Surely the Lord does not expect us to expose ourselves again to repeated abuse or manipulation by a parent or spouse, for example. We have moral agency, and need not acquiesce in our own abuse or mistreatment. We forgive everyone; we would likely only trust or have confidence in someone who had repented and changed—and, sadly, not everyone does or will.

Joseph F. Smith illustrated the proper way between two extremes:

I feel in my heart to forgive all men in the broad sense that God requires of me to forgive all men, and I desire to love my neighbor as myself; and to this extent I bear no malice toward any of the children of my Father…

Some of our good Latter–day Saints have become so exceedingly good that they cannot tell the difference between a Saint of God, an honest man, and a son of Beelzebub, who has yielded himself absolutely to sin and wickedness. And they call that liberality, broadness of mind, exceeding love. I do not want to become so blinded with love for my enemies that I cannot discern between light and darkness, between truth and error, between good and evil, but I hope to live so that I shall have sufficient light in me to discern between error and truth, and to cast my lot on the side of truth and not on the side of error and darkness. The Lord bless the Latter–day Saints. If I am too narrow with reference to these matters, I hope that the wisdom of my brethren and the Spirit of Light from the Lord may broaden my soul…

There are those —and they abound largely in our midst —who will shut their eyes to every virtue and to every good thing connected with this latter–day work, and will pour out floods of falsehood and misrepresentation against the people of God. I forgive them for this. I leave them in the hands of the just Judge. Let him deal with them as seemeth him good, but they are not and cannot become my bosom companions. I cannot condescend to that.

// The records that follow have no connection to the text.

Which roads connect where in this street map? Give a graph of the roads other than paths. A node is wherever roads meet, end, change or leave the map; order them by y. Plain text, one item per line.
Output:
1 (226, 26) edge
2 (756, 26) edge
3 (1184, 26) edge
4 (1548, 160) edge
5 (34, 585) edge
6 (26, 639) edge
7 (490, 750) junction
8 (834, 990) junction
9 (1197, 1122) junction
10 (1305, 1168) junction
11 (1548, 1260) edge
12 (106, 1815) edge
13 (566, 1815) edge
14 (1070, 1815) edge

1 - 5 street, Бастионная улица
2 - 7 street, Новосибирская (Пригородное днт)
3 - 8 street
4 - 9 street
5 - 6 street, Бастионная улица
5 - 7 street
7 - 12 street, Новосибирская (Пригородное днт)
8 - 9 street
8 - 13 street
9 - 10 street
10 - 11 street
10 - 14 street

While I would not harm a hair of their heads, while I would not throw a straw in their path, to hinder them from turning from the error of their way to the light of truth; I would as soon think of taking a centipede or a scorpion, or any poisonous reptile, and putting it into my bosom, as I would think of becoming a companion or an associate of such men.

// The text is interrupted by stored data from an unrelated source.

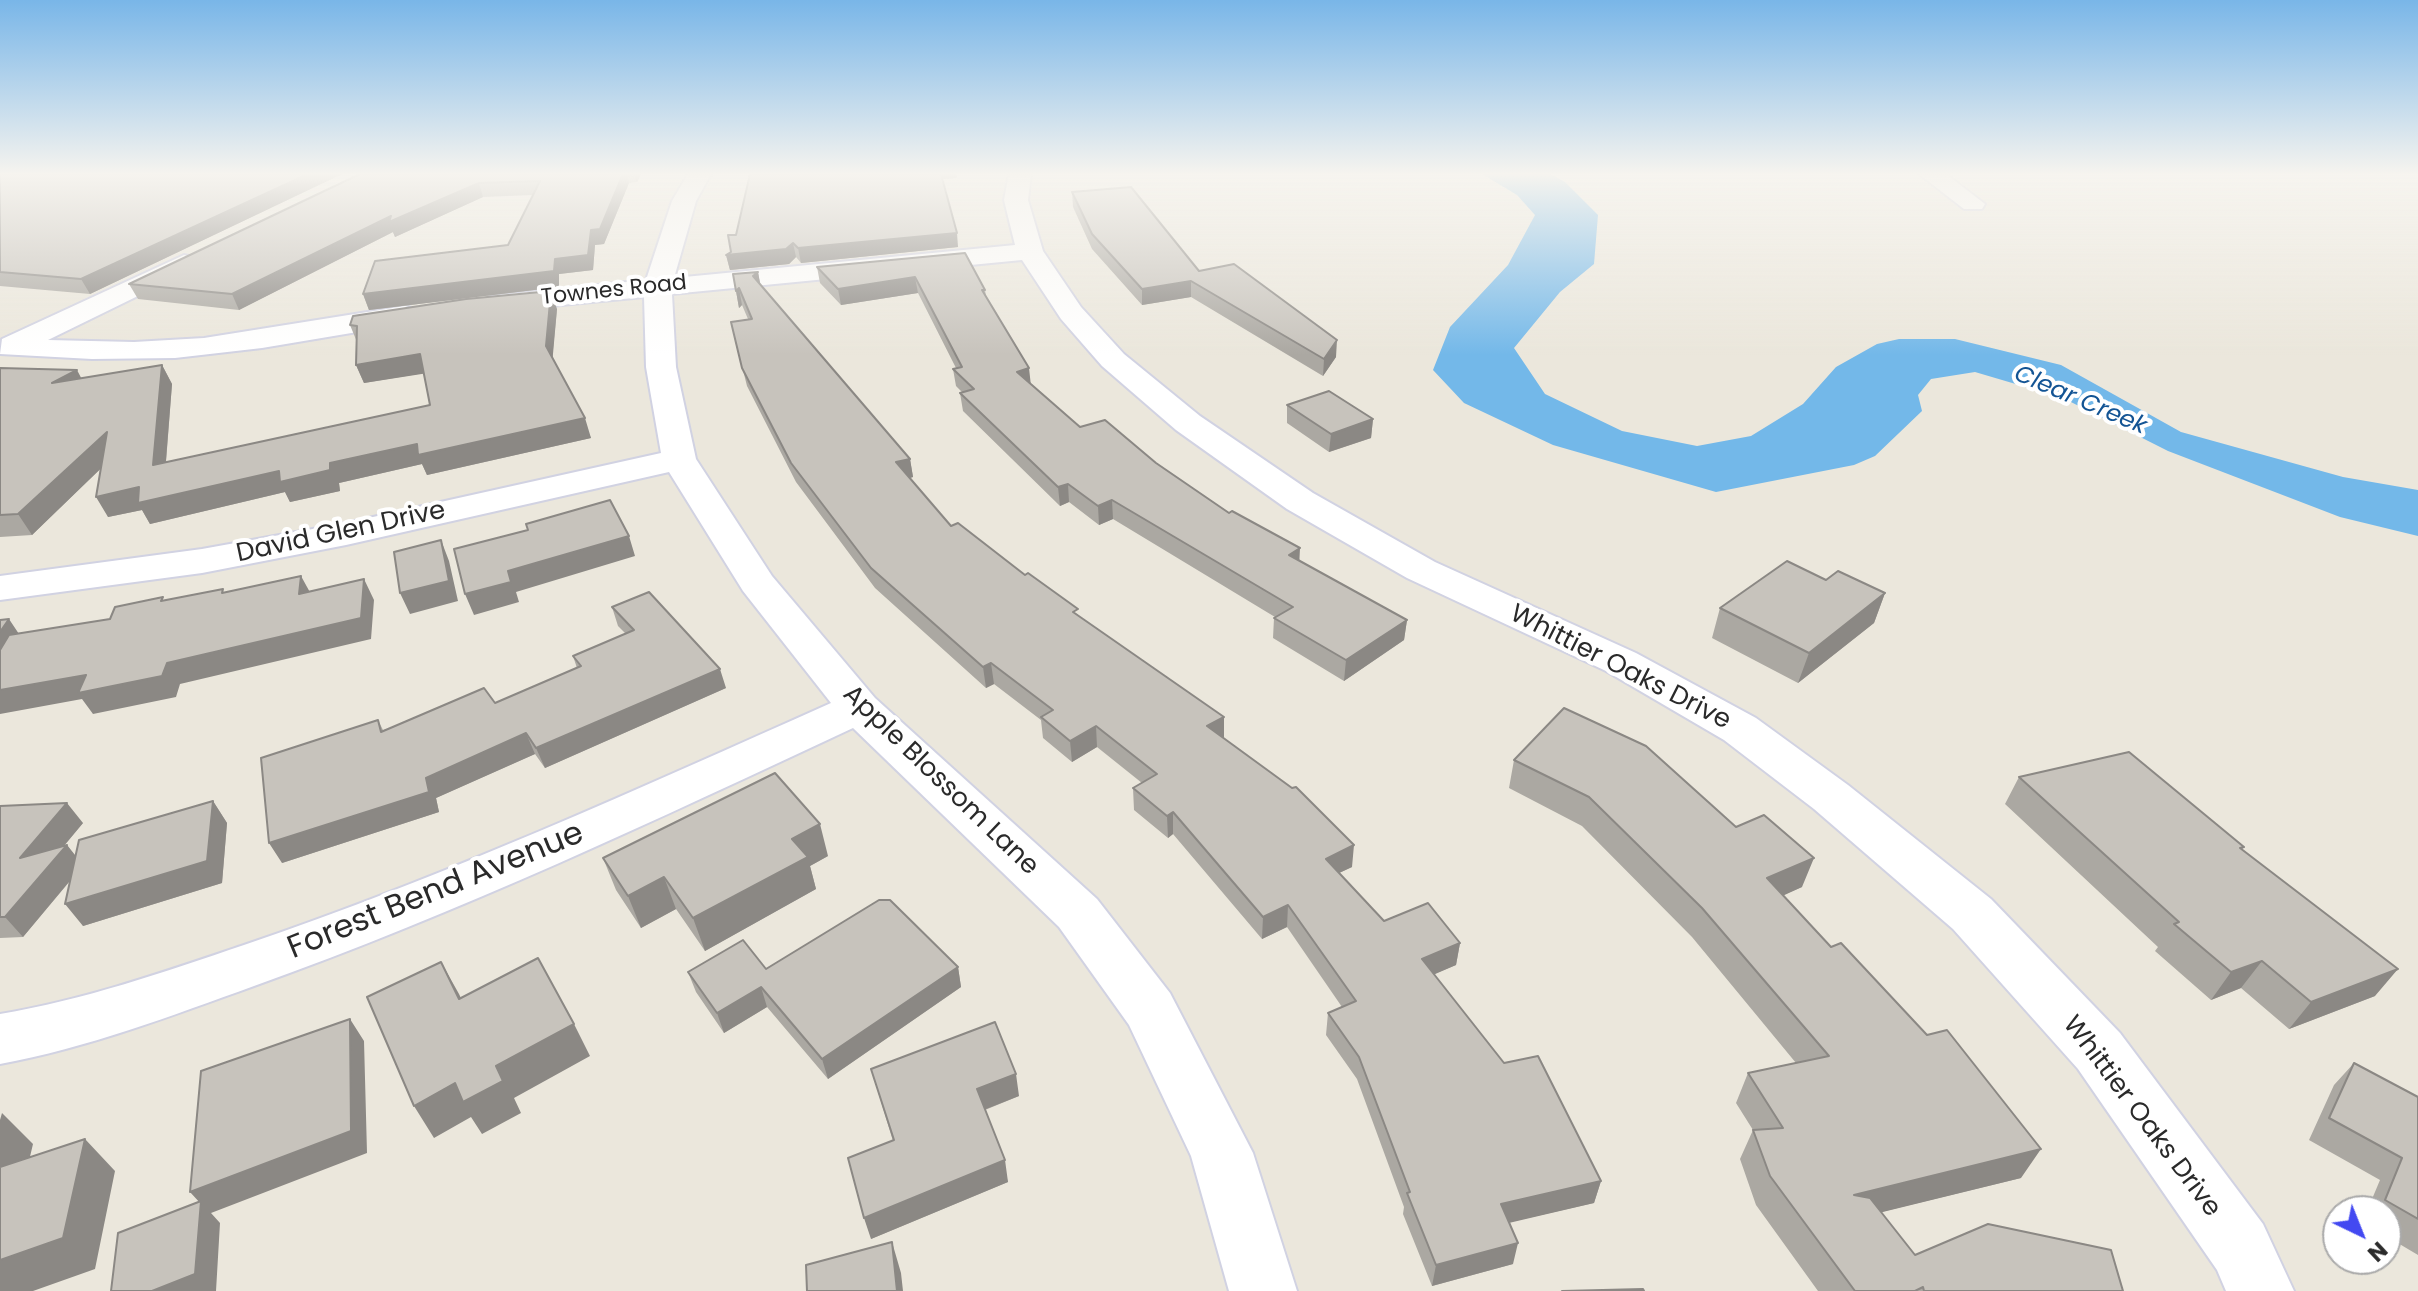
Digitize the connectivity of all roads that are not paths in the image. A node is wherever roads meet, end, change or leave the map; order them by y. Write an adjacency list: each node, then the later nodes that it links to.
1 (674, 234): 5 (street, Apple Blossom Lane)
2 (1025, 234): 4 (street, Whittier Oaks Drive)
3 (211, 250): 8 (street)
4 (1030, 251): 5 (street, Townes Road); 14 (street, Whittier Oaks Drive)
5 (658, 287): 6 (street, Townes Road); 9 (street, Apple Blossom Lane)
6 (472, 306)
7 (425, 313): 8 (street)
8 (4, 349)
9 (679, 459): 10 (street, David Glen Drive); 11 (street, Apple Blossom Lane)
10 (0, 588)
11 (859, 708): 12 (street, Forest Bend Avenue); 13 (street, Apple Blossom Lane)
12 (0, 1039)
13 (1263, 1291)
14 (2260, 1291)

– President Joseph F. Smith, Conference Report (October 1907): 5–6; also in Gospel Doctrine (Salt Lake City: Deseret Book Company, 1986), 337.

The mistake against which he speaks is that of a false, or we might say “wicked,” tolerance. We need not accept or endorse anything and everything simply to be thought “tolerant.” This kind of tolerance is dishonest–we pretend that certain actions do not bother us, when they do (or ought to). Additionally, it also winks at sin and may encourage it. It denies that serious matters are truly serious. It minimizes or denies sin, instead of recognizing its depth.

This is not forgiveness, so much as it is a denial that there is anything much to forgive.

If we are not careful, our supposed broadness of mind can lead us into the broad roads and wide gate that leads to destruction (Matthew 7:13; 1 Nephi 12:17; 3 Nephi 14:13).